Ein Tag für die Ruhe
Brisanz der Lärmbelästigung verdeutlichen
Erstmals auch in Deutschland hatten für den 29. April 1998 die DEGA (Deutsche Gesellschaft für Akustik) und der DAL (Deutscher Arbeitsring für Lärmbekämpfung e.V.) zum „Noise Awareness Day – Ein Tag für die Ruhe!“ aufgerufen. Die Idee dieses besonderen Tages wurde 1996 von der amerikanischen Liga für Schwerhörigkeit entwickelt und seitdem weltweit von vielen Organisationen und Verbänden unter Einbeziehung der politischen und gesellschaftlichen Öffentlichkeit mit Leben erfüllt.

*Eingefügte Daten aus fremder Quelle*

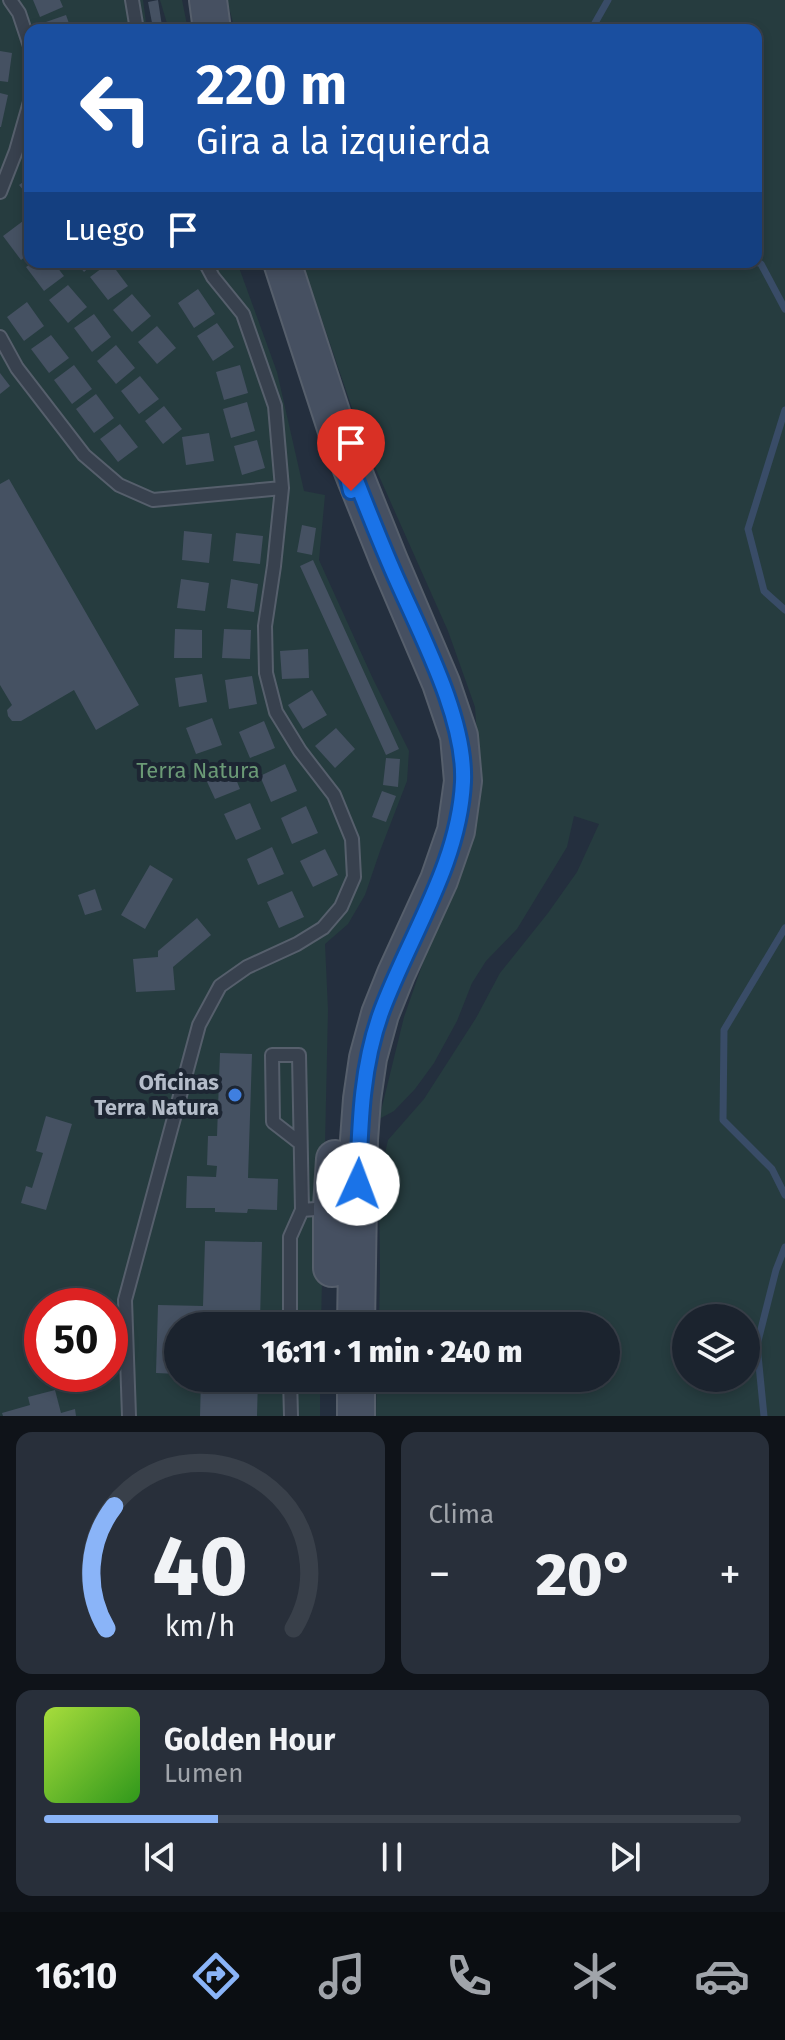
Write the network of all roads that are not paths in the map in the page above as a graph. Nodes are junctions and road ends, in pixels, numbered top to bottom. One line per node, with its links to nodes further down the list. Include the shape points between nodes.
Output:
1 (10, 0): 6 (lane)
2 (132, 0): 4 (lane)
3 (208, 0): 5 (main road)
4 (136, 24)
5 (211, 24)
6 (24, 28)
7 (24, 123): 8 (lane)
8 (0, 192)
9 (208, 268): 13 (lane, via 243,314 275,406)
10 (284, 268): 12 (main road)
11 (0, 337): 13 (lane, via 17,368 84,455 119,485 153,500)
12 (338, 434): 15 (main road, via 357,520 436,716 444,756 443,796 436,835 360,1017); 18 (main road, via 441,683 459,736 463,781 456,831 368,1058 359,1140)
13 (282, 488): 22 (lane, via 265,626 266,673 276,712 334,795 352,839 354,877 341,907 323,928 220,986 199,1025 125,1300)
14 (300, 1143): 14 (lane, via 299,1055 272,1055 273,1122); 15 (lane)
15 (317, 1209): 16 (lane, via 290,1237); 17 (main road)
16 (290, 1312)
17 (329, 1312)
18 (356, 1312)
19 (290, 1392): 23 (lane)
20 (331, 1392): 24 (main road)
21 (356, 1392): 25 (main road)
22 (129, 1416)
23 (291, 1416)
24 (331, 1416)
25 (356, 1416)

Warum ein Tag für die Ruhe? „In Deutschland fühlt sich mehr als die Hälfte aller Bürger durch den Lärm mindestens einer Quelle gestört, 20 % der Bevölkerung sind durch den Umweltlärm so erheblich belästigt, daß nicht nur von massiver Beeinträchtigung der Lebensqualität, sondern auch von Gesundheitsbeeinträchtigung gesprochen werden muß“, erklärt Professor Giselher Schuschke vom Institut für Arbeitsmedizin und Hygiene. In seiner ehrenamtlichen Funktion als Vorsitzender des Landesverbandes Sachsen-Anhalt des DAL, des bislang einzigen Landesverbandes der in Düsseldorf ansässigen DAL-Stammorganisation, hat er den internationalen Tag für die Ruhe genutzt, die Brisanz der Lärmproblematik in der Öffentlichkeit deutlich zu machen.
So waren vom DAL Sachsen-Anhalt interessierte Bürger und Experten zu einer Informationstagung in das Umwelthaus Magdeburg eingeladen worden. Eine Besonderheit verband die rund um die Erde Beteiligten an diesem Tag: Eine gemeinsame Ruheminute von 14:15 bis 14:16 Uhr. Mit Ruhe ist allerdings nicht absolute Stille gemeint, die ebenso unerträglich sein kann wie Lärm. Naturgeräusche, Musik in angemessener Lautstärke, eine sanfte allgemeine Geräuschkulisse gehören zum Leben und wirken sich positiv auf die Psyche aus. Es geht vielmehr um die Abwesenheit belästigender, störender, gesundheitsschädigender Schallereignisse.
Immer mehr Freizeitlärm
Jedes Jahr werden in Deutschland 100 00 bis 110 00 neue Fälle von berufsbedingter Lärmschwerhörigkeit gemeldet. Auch im Freizeitbereich nimmt die Zahl der Gehörschäden durch den „Freizeitlärm“ ständig zu; bei Kindern beginnend mit Silversterfeuerwerk und Schießspielzeugen, bei jungen Leuten sich fortsetzend mit dem Musiklärm aus Walkmen und Diskotheken. Der Weg zu einer spürbaren Lärmminderung in unserer alltäglichen Umwelt sei, auch wegen unzulänglicher Gesetzgebung, noch sehr weit, schätzt Professor Schuschke die gegenwärtige Situation ein. Der DAL fordert ein umfassendes Aktionsprogramm zur Lärmbekämpfung an Straße und Schiene, im Luftverkehr, im Industrie- und im Baubereich sowie im Freizeitsektor. „Gründe genug bei längst bekannter Diagnose gemeinsam um neue Therapien zu ringen und öffentlich von jedermann Prophylaxe einzufordern.“ Für den nächsten Tag der Ruhe hat der engagierte Umweltmediziner schon neue Ideen, um möglichst viele Bürger und Verantwortliche noch stärker für diese Problematik zu sensibilisieren.